Благо жизнеописания из «Династических историй» Древнего Китая избавляют нас от этих метаний своим строго фактическим и документальным изложением. Условия речи оказываются в них счастливым образом смещены: их не заподозришь в бесцельных излияниях, ведь биограф-чиновник ограничивался фиксацией высказываний и деяний. Всё памятное, будь то сказанное или сделанное, следовало записать вне зависимости от его характера. Так, о Цзун Бине, жившем в IV веке, сообщается, что, когда ему предложили должность управляющего реестрами, он отказался на следующем основании, которое было сочтено достаточным: «Я более тридцати лет бродил в горах и пил воду в реках среди долин». Такой ответ оценил сам император[109]. Горы и реки, горы-воды, пейзаж: как могло это послужить общим фоном опыта, общим предметом отсылки – как могло сработать столь житейское оправдание? Во всяком случае, тон приведенного высказывания (ведь наверняка здесь сыграло свою роль то, что может выступить, проявиться в тоне) не назовешь ни сухим, холодным (велеречивым, менторским), ни сентиментальным, слащавым, ни даже нейтральным. Но так как в Китае не в ходу был разрыв между субъектом и объектом, между «я» и «миром», между интеллектуальным (абстрактным) и чувственным, так как нельзя очертить никакой частный характер, который приобретали бы, чтобы замкнуться в нем, эти слова, то вполне может быть доводом простое сродство с «горами и реками», коим оказалась увлечена и даже поглощена жизнь человека. Когда Цзун Бин отправлялся в горы, без комментариев продолжает биограф, он неизменно «забывал возвращаться». Потому что «любил горы и реки и наслаждался длительными прогулками». Вместе с женой, разделявшей эту «любовь к пейзажам»c, он поднимался в горы Цзин и У на Западе, в горы Хэн на Юге, где решил построить себе дом.
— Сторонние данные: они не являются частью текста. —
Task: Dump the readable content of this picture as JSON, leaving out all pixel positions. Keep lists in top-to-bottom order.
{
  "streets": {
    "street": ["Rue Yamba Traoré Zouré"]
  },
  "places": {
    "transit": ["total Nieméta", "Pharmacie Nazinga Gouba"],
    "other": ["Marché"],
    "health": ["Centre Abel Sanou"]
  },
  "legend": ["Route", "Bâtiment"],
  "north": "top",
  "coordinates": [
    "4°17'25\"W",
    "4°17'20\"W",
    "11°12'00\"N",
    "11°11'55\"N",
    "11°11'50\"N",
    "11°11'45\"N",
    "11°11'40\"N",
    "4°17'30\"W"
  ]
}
От государственных должностей Цзун Бин отказывался всю жизнь. Наконец он вернулся в Цзянлин и «сказал: пришли старость и немощь, и я боюсь, что не смогу больше осматривать славные горы; мне остается лишь очиститься внутренне и созерцать дао, удаляясь к его пределам прямо с моей циновки…» С тех пор «он рисовал у себя дома местности, в которых странствовал прежде», – такие картины были новшеством для того времени, – и целыми днями, лежа или играя на цине, обращался взором к «этим горам», а те «ему отвечали»…
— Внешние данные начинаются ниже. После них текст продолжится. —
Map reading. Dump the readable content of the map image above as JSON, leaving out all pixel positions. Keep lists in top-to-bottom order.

В конце жизни этот любитель пейзажей написал «Предуведомление к изображению гор и вод», первое китайское сочинение, содержащее общие размышления о пейзажной живописи и признанное вершиной этой традиции (Л.Б., c. 583). И я тоже не уверен, что можно сказать о пейзаже больше, чем сказано Цзун Бином. Он видит в пейзаже проявление абсолюта, а в пейзажной живописи – духовное выражение, вернейший способ к абсолюту приблизиться. Пейзаж – действенное и спасительное средство, связующее человека с дао: «Мудрец, вмещая в себя дао, – говорит Цзун Бин в качестве вступления, – ответствует сущим» (или «просвещает сущих»), и посвященные, очищаясь внутренне, обретают способность «вкусить явления». Ибо пейзаж («горы-воды») «обладает густой вещественностью», но «стремится к духовному-одушевленному» (цюй линd): он растет от одного в направлении другого. Цзун Бин проводит четкую параллель:

Мудрец своим духом учит правилу дао,

и посвященный в силах его постичь.

Пейзаж своей формой внушает любовь к дао,

и праведник в силах ею насладиться.

Если, читая эти стихи, мы на время освободим свое умозрение от всякой мысли о надмирном или потустороннем, которое ценит метафизика; если мир сей, каким он беспрерывно обновляется у нас на глазах, возникая из недр извечного, уже не будет дублироваться иным, более существенным или имеющим статус образца; короче говоря, если мир сей не будет отринут ради упования на запредельное или захвачен и руководим божественной силой, то нам откроется, что пейзаж – поскольку он всё сообщает, связывает, побуждает к феноменальному взаимодействию в себе, словно бы между горами и водами, – позволяет, как говорит ученый, почувствовать наяву, в бесконечной изменчивости своих форм, в нагромождении вершин и струении рек, внутреннее – невидимое – скрепление, каковое и образует «путь» мира. Пейзаж есть конкретная, уникальная сцена проявления дао. В представлении Цзун Бина, уже отмеченном влиянием буддизма[110], – всякое существо для него способно реализовать свою «природу Будды», свое бодхи, – пейзаж есть то, через что этот абсолют нас ведет и нам открывается, одновременно «вкушается» и испытывается. Ибо, отрешая и очищая нас от индивидуального через то бесконечное вкушение, к которому он побуждает, пейзаж обнаруживает в себе силу возвышения и превосхождения, в буквальном смысле слова «трансценденции», которая выходит к пониманию – наконец-таки непосредственному – через преподносимое пейзажем изобилие, непрестанно обновляющееся и вместе с тем всегда тянущееся обратно – к «неисчерпаемости», к бездонному (у цюн), к «великим» Недрам имманентности.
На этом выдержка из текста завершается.